In the past it was only the head nurse, the educator and the charge nurse who made the decisions, not everybody. Now all the staff nurses have joined a committee, so everybody has a say … and eventually through discussion, through minutes, through voting we come to a decision. … Before we felt on the low end of the totem pole, whatever happened at the top, we did not know. Now we are involved.

Others, however, saw participation in committees as a mixed blessing. The meetings are held during regular hours, yet nurses work shifts and weekends. If not on duty that day, they had to attend on their own time and shoulder expenses such as transportation:

And … see, if they want you to come in for a meeting, well, you are not paid for your time while you are there for the meeting. … If people are commuting from distances, it is like: why should I take an hour to get down there and an hour to get back and attend a meeting for two? That is four hours of my time. … And they can't even put out a coffee for you or whatever! Enough is enough! You don't expect me to be there, and that is how a lot of nurses feel … like, why should I?

Those who were on duty usually found it hard to attend owing to their heavy workloads.

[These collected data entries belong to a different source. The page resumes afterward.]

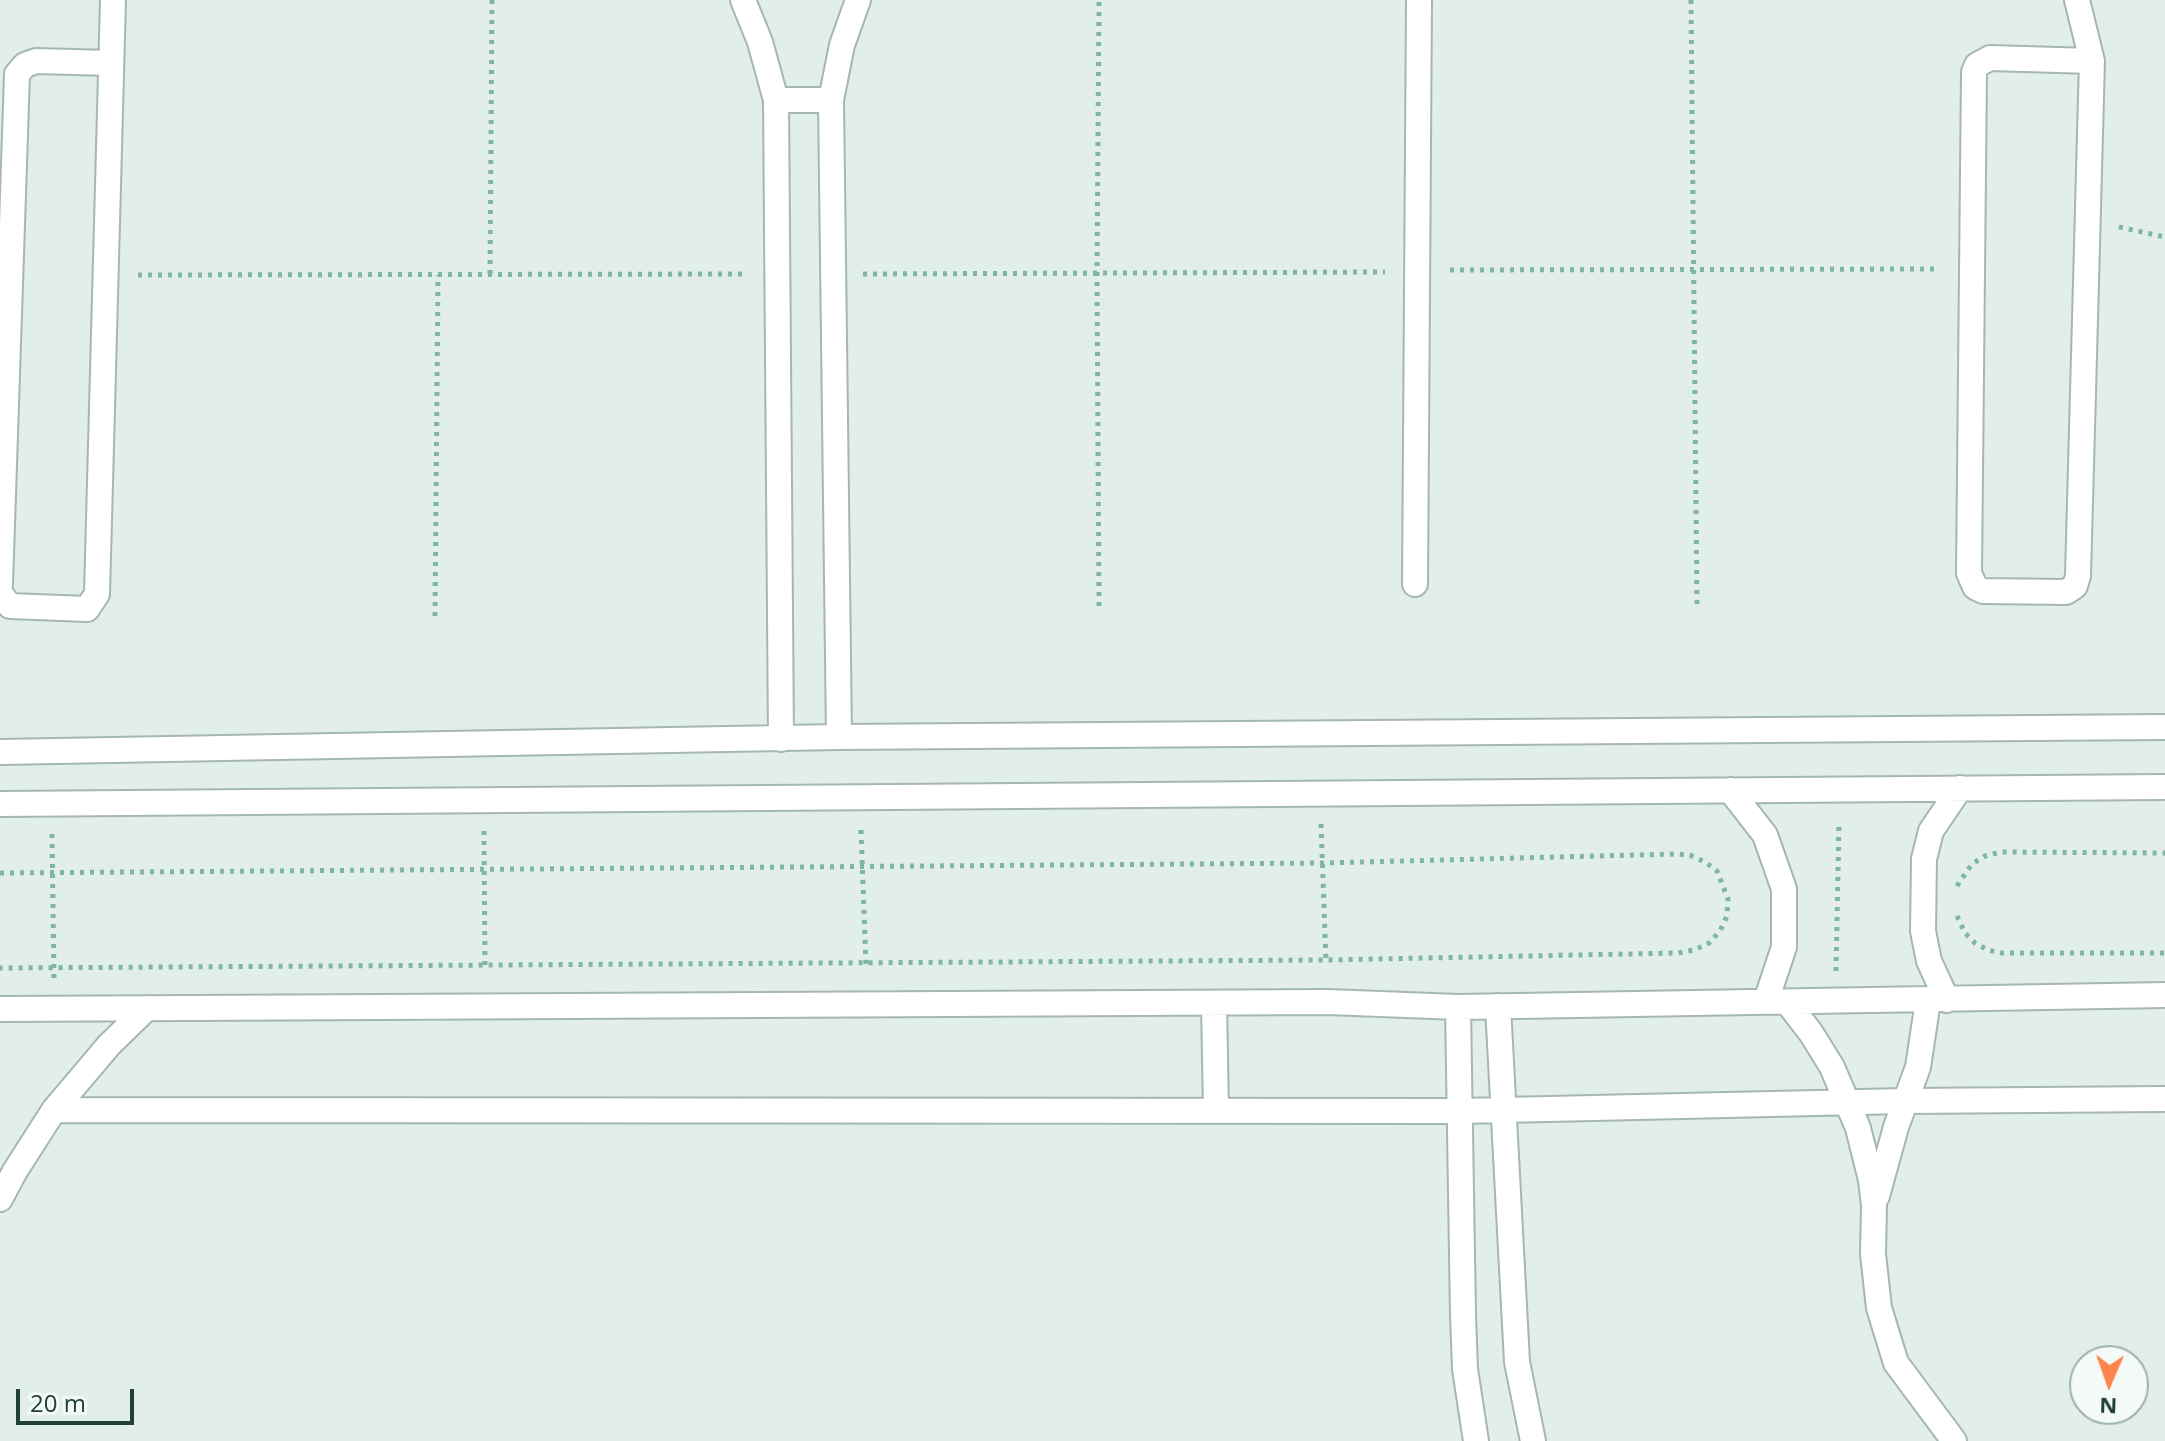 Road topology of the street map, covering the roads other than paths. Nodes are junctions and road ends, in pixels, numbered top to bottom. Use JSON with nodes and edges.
{"nodes":[{"id":1,"x":113,"y":0,"type":"edge"},
{"id":2,"x":743,"y":0,"type":"edge"},
{"id":3,"x":858,"y":0,"type":"edge"},
{"id":4,"x":1419,"y":0,"type":"edge"},
{"id":5,"x":2077,"y":0,"type":"edge"},
{"id":6,"x":2092,"y":61,"type":"junction"},
{"id":7,"x":111,"y":63,"type":"junction"},
{"id":8,"x":776,"y":100,"type":"junction"},
{"id":9,"x":831,"y":100,"type":"junction"},
{"id":10,"x":0,"y":584,"type":"edge"},
{"id":11,"x":1415,"y":584,"type":"dead end"},
{"id":12,"x":0,"y":593,"type":"edge"},
{"id":13,"x":2165,"y":727,"type":"edge"},
{"id":14,"x":839,"y":737,"type":"junction"},
{"id":15,"x":781,"y":739,"type":"junction"},
{"id":16,"x":0,"y":752,"type":"edge"},
{"id":17,"x":2165,"y":787,"type":"edge"},
{"id":18,"x":1960,"y":788,"type":"junction"},
{"id":19,"x":1730,"y":790,"type":"junction"},
{"id":20,"x":0,"y":804,"type":"edge"},
{"id":21,"x":2165,"y":995,"type":"edge"},
{"id":22,"x":1776,"y":1001,"type":"junction"},
{"id":23,"x":1937,"y":1001,"type":"junction"},
{"id":24,"x":1214,"y":1003,"type":"junction"},
{"id":25,"x":1498,"y":1006,"type":"junction"},
{"id":26,"x":1458,"y":1007,"type":"junction"},
{"id":27,"x":147,"y":1008,"type":"junction"},
{"id":28,"x":0,"y":1009,"type":"edge"},
{"id":29,"x":2165,"y":1099,"type":"edge"},
{"id":30,"x":1905,"y":1101,"type":"junction"},
{"id":31,"x":1850,"y":1103,"type":"junction"},
{"id":32,"x":54,"y":1110,"type":"junction"},
{"id":33,"x":1503,"y":1110,"type":"junction"},
{"id":34,"x":1216,"y":1111,"type":"junction"},
{"id":35,"x":1459,"y":1111,"type":"junction"},
{"id":36,"x":0,"y":1199,"type":"edge"},
{"id":37,"x":1874,"y":1206,"type":"junction"},
{"id":38,"x":1476,"y":1441,"type":"edge"},
{"id":39,"x":1533,"y":1441,"type":"edge"},
{"id":40,"x":1954,"y":1441,"type":"edge"}],
"edges":[{"from":1,"to":7,"type":"street"},
{"from":2,"to":8,"type":"street"},
{"from":3,"to":9,"type":"street"},
{"from":4,"to":11,"type":"street"},
{"from":5,"to":6,"type":"street"},
{"from":6,"to":6,"type":"street"},
{"from":7,"to":10,"type":"street"},
{"from":7,"to":12,"type":"street"},
{"from":8,"to":9,"type":"street"},
{"from":8,"to":15,"type":"street"},
{"from":9,"to":14,"type":"street"},
{"from":13,"to":14,"type":"street"},
{"from":14,"to":15,"type":"street"},
{"from":15,"to":16,"type":"street"},
{"from":17,"to":18,"type":"street"},
{"from":18,"to":19,"type":"street"},
{"from":18,"to":23,"type":"street"},
{"from":19,"to":20,"type":"street"},
{"from":19,"to":22,"type":"street"},
{"from":21,"to":23,"type":"street"},
{"from":22,"to":23,"type":"street"},
{"from":22,"to":25,"type":"street"},
{"from":22,"to":31,"type":"street"},
{"from":23,"to":30,"type":"street"},
{"from":24,"to":26,"type":"street"},
{"from":24,"to":27,"type":"street"},
{"from":24,"to":34,"type":"street"},
{"from":25,"to":26,"type":"street"},
{"from":25,"to":33,"type":"street"},
{"from":26,"to":35,"type":"street"},
{"from":27,"to":28,"type":"street"},
{"from":27,"to":32,"type":"street"},
{"from":29,"to":30,"type":"street"},
{"from":30,"to":31,"type":"street"},
{"from":30,"to":37,"type":"street"},
{"from":31,"to":33,"type":"street"},
{"from":31,"to":37,"type":"street"},
{"from":32,"to":34,"type":"street"},
{"from":32,"to":36,"type":"street"},
{"from":33,"to":35,"type":"street"},
{"from":33,"to":39,"type":"street"},
{"from":34,"to":35,"type":"street"},
{"from":35,"to":38,"type":"street"},
{"from":37,"to":40,"type":"street"}]}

In most aspects relating to quality of patient care and work life, the participants reported experiencing restructuring as devastating. Unanswered ringing call bells were a metaphor mentioned by almost all participants at some point. It seemed to symbolize unsatisfactory care and its effect on nurses: "Bells are not answered, there are much more bells. I don't know if that is because nurses get burned out … but I have noticed that that is happening." Another major criticism was a perceived lack of support for nurses. As care givers, they felt discarded. One nurse recalled:

Nineteen ninety-five, ninety-six … I think that was the point when they were really tightening up on the budget. Our workloads took a major leap. I did not really feel there was any support given to us at all. Some of my co-workers were let go quite dramatically and a couple of girls ended up on leaves for … psychiatric reasons. They just fell apart, it was terrible … a lot of negativity on the unit.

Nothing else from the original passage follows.